For the POI recommendation problem, define \(U\) as a user set, \(P\) as a POI set, and \(T\) as a label set. Among them, the user \(u\), the point of interest \(v\) , and the label \(g\) are \(d\)-dimensional quantities. Each point of interest \(v\) has its latitude and longitude information \(\left\{ {x_{v} ,y_{v} } \right\}\) and a label set \(\left\{ {g_{1}^{v} ,g_{2}^{v} , \ldots } \right\}\). Each user \(u\) is bound with its tag set \(\left\{ {g_{1}^{u} ,g_{2}^{u} , \ldots } \right\}\), friend list \(\left\{ {f_{1}^{u} ,f_{2}^{u} , \ldots } \right\}\), and historical visit record \(\left\{ {{\text{p}}_{{t_{1} }}^{u} ,p_{{t_{2} }}^{u} , \ldots } \right\}\). Where \(p_{{t_{i} }}^{u}\) indicates that the user \(u\) visited the point of interest \(p\) at time t.

In the POI recommendation problem, \(U = \left\{ {U_{1} ,U_{2} , \ldots ,U_{N} } \right\}\) represents the set of user locations, \(U_{n}\) is the users included in the data set, and \(N\) is the number of users.\(P = \left\{ {P_{1} ,P_{2} , \ldots ,P_{M} } \right\}\) represents the collection of locations, \(P_{m}\) is the location of the data collection, and M is the number of POIs of the location.

Definition 1

The user's POI location is composed of multiple locations. Since the research is about Next POI location recommendations, the user POI locations are arranged in chronological order. The POI location of user \(U_{n}\) is represented as \(U_{n} = \left\{ {P_{{s1}} ,P_{{s2}} , \ldots ,P_{{sh}} } \right\}\), \(U_{n} \in U\). Where \(P_{{s1}}\) is the first place the user has visited in chronological order, and the last place is denoted as \(P_{{sh}}\).

Definition 2

Based on the implicit feedback model, the places that the user has visited are marked as 1, and the places that have not been visited are marked as 0. The difference from the explicit feedback model is that there is no preference for location and no score. Implicit feedback involves the positive sample and negative sample of the user, \(O\) represents the positive sample of the user (the place the user has been to), \(O \in U_{n}\). X represents the negative sample of the user (a place that the user has not been to), \(X \in U_{n} /P\), where the symbol / represents the difference between the two sets.

Definition 3

For next POI recommendations for timing issues, use \(\psi\) to represent the user's target location. If the location that the user has been to continuously is \(P_{{s1}} ,\;P_{{s2}} ,\;P_{{s3}}\), then the next location that the user has visited is the location that needs to be predicted. Therefore, \(P_{{s4}}\) is the target location, denoted by \(\psi\).

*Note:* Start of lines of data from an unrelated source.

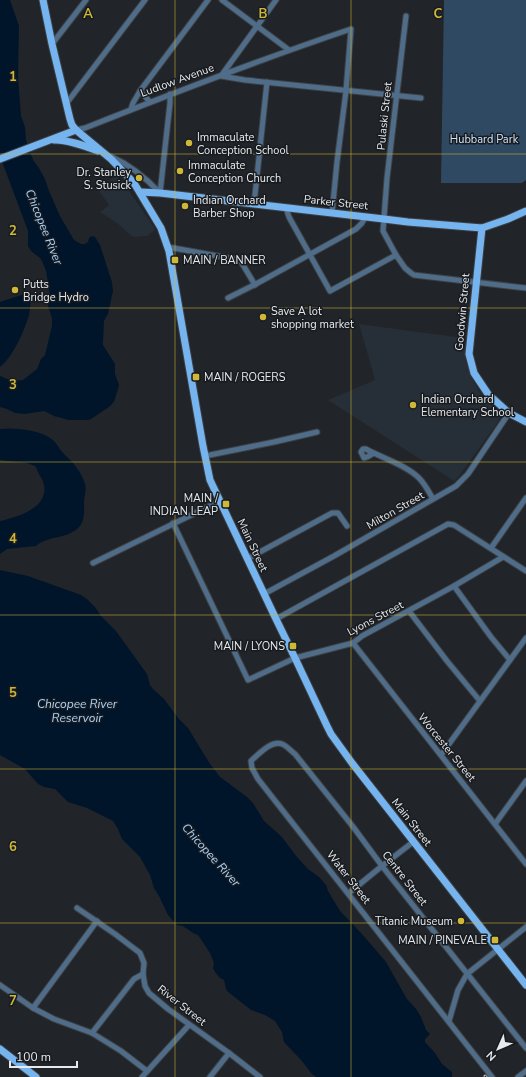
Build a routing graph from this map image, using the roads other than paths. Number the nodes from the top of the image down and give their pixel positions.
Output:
1 (43, 0) edge
2 (86, 0) edge
3 (144, 0) edge
4 (208, 0) edge
5 (222, 0) edge
6 (276, 0) edge
7 (406, 16) dead end
8 (257, 26) junction
9 (52, 44) junction
10 (289, 50) junction
11 (220, 76) junction
12 (267, 82) junction
13 (140, 91) junction
14 (346, 91) junction
15 (170, 94) junction
16 (396, 96) junction
17 (421, 98) dead end
18 (150, 102) junction
19 (66, 104) junction
20 (132, 109) junction
21 (76, 130) junction
22 (48, 141) junction
23 (106, 155) junction
24 (0, 159) edge
25 (140, 192) junction
26 (160, 193) junction
27 (254, 204) junction
28 (286, 208) junction
29 (526, 210) edge
30 (332, 213) junction
31 (365, 217) junction
32 (384, 219) junction
33 (482, 228) junction
34 (168, 248) junction
35 (309, 254) junction
36 (396, 255) junction
37 (476, 282) junction
38 (255, 285) junction
39 (526, 288) edge
40 (228, 298) dead end
41 (509, 413) junction
42 (526, 422) edge
43 (317, 432) dead end
44 (374, 453) dead end
45 (205, 456) junction
46 (526, 498) edge
47 (433, 499) junction
48 (220, 501) junction
49 (173, 523) junction
50 (347, 526) dead end
51 (491, 548) junction
52 (503, 557) junction
53 (247, 559) junction
54 (93, 563) dead end
55 (526, 571) edge
56 (454, 586) junction
57 (264, 594) junction
58 (408, 611) junction
59 (276, 620) junction
60 (526, 638) edge
61 (353, 642) junction
62 (295, 658) junction
63 (510, 660) junction
64 (480, 701) junction
65 (441, 755) junction
66 (251, 764) joint
67 (526, 781) edge
68 (495, 824) junction
69 (413, 842) junction
70 (526, 864) edge
71 (382, 866) junction
72 (348, 893) junction
73 (77, 908) dead end
74 (97, 921) junction
75 (526, 927) edge
76 (498, 949) junction
77 (143, 974) junction
78 (468, 974) junction
79 (0, 985) edge
80 (526, 985) edge
81 (33, 1008) junction
82 (449, 1021) junction
83 (189, 1025) junction
84 (92, 1033) junction
85 (526, 1048) edge
86 (0, 1049) edge
87 (229, 1053) junction
88 (147, 1071) junction
89 (526, 1071) edge
90 (36, 1077) edge
91 (142, 1077) edge
92 (210, 1077) edge
93 (260, 1077) edge
94 (492, 1077) edge
95 (518, 1077) edge

1 - 9 main road, Main Street
2 - 9 street
3 - 19 street
4 - 13 street
5 - 8 street
6 - 8 street
7 - 16 street, Pulaski Street
8 - 10 street
8 - 11 street
9 - 19 main road, Main Street
10 - 11 street, Ludlow Avenue
10 - 14 street, Ludlow Avenue
11 - 12 street
11 - 15 street, Ludlow Avenue
12 - 14 street
12 - 27 street
13 - 18 street
13 - 20 street
14 - 16 street
14 - 30 street
15 - 18 street, Ludlow Avenue
15 - 26 street
16 - 17 street
16 - 32 street, Pulaski Street
18 - 20 street, Ludlow Avenue
19 - 21 main road, Main Street
20 - 21 street, Ludlow Avenue
21 - 22 main road, Ludlow Avenue
21 - 23 main road, Main Street
22 - 23 main road
22 - 24 main road, Ludlow Avenue
23 - 25 main road, Main Street
23 - 26 street
25 - 26 main road, Parker Street
25 - 34 main road, Main Street
26 - 27 main road, Parker Street
27 - 28 main road, Parker Street
28 - 30 main road, Parker Street
28 - 35 street
29 - 33 main road, Parker Street
30 - 31 main road, Parker Street
31 - 32 main road, Parker Street
31 - 35 street
32 - 33 main road, Parker Street
32 - 36 street, Pulaski Street
33 - 37 main road, Goodwin Street
34 - 38 street
34 - 45 main road, Main Street
35 - 36 street
35 - 38 street
36 - 37 street, Pulaski Street
37 - 39 street, Pulaski Street
37 - 41 main road, Goodwin Street
38 - 40 street
41 - 42 main road, Goodwin Street
41 - 47 street, Milton Street
43 - 45 street
44 - 47 street
45 - 48 main road, Main Street
46 - 51 street
47 - 57 street, Milton Street
48 - 49 street
48 - 53 main road, Main Street
49 - 54 street
49 - 62 street, Lyons Street
50 - 53 street
51 - 52 street
51 - 59 street
52 - 55 street
52 - 56 street, Lyons Street
53 - 57 main road, Main Street
56 - 58 street, Lyons Street
56 - 63 street
57 - 59 main road, Main Street
58 - 61 street, Lyons Street
58 - 64 street
59 - 62 main road, Main Street
60 - 63 street
61 - 62 street, Lyons Street
61 - 65 street, Worcester Street
62 - 69 main road, Main Street
63 - 64 street
64 - 65 street
65 - 68 street, Worcester Street
66 - 71 street, Centre Street
66 - 72 street, Water Street
67 - 68 street
68 - 70 street, Worcester Street
69 - 71 street
69 - 76 main road, Main Street
71 - 72 street
71 - 78 street, Centre Street
72 - 82 street, Water Street
73 - 74 street, River Street
74 - 77 street, River Street
74 - 81 street
75 - 76 street
76 - 78 street
76 - 80 main road, Main Street
77 - 83 street, River Street
77 - 84 street
78 - 82 street
78 - 85 street, Centre Street
79 - 81 street
81 - 84 street
82 - 94 street, Water Street
83 - 87 street, River Street
83 - 88 street
84 - 88 street
86 - 90 main road
87 - 92 street
87 - 93 street, River Street
88 - 91 street
89 - 95 street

Long- and short-term attention mechanism

The attention mechanism can filter out the key information that is more important to the current task goal from a large number of information. In the process of sequence-aware recommendation, the attention mechanism can solve the problem of information compression loss caused by too long input information to a certain extent [31]. To better capture the long-term and short-term preferences of the user in the current POI check-in sequence, based on the user's historical POI check-in sequence set and the current POI check-in sequence, an LSA using all the user's check-in sequences is proposed. The long-term preference of the user can be mined from all the historical POI sign-in sequences of the user, while focusing on the short-term preference in the current POI sign-in sequence. The structure is shown in Fig. 3.

Fig. 3
figure 3

LSA structure

Assume that the user has a total of \(m\) POI check-in sequences, and the \(m\)th is the current POI check-in sequence. The overall hidden state of the user's first \(m - 1\) historical POI sign-in sequences is denoted as \(\left\{ {\mathbf{h}_{t}^{1} ,\mathbf{h}_{t}^{2} , \ldots ,\mathbf{h}_{t}^{{m - 1}} } \right\}\). The hidden state obtained at each moment of the user's current sequence is denoted as \(\left\{ {\mathbf{h}_{1}^{m} ,\mathbf{h}_{2}^{m} , \ldots ,\mathbf{h}_{t}^{m} } \right\}\).\(\left\{ {\lambda _{1} ,\lambda _{2} , \ldots ,\lambda _{t} } \right\}\) represents the weight of each moment of the current sequence calculated by the network. \(\mathbf{h}_{{{\text{LSA}}}}^{m}\) is the final attention representation of the current sequence.\(\tau\) generally refers to the end time of each POI check-in sequence.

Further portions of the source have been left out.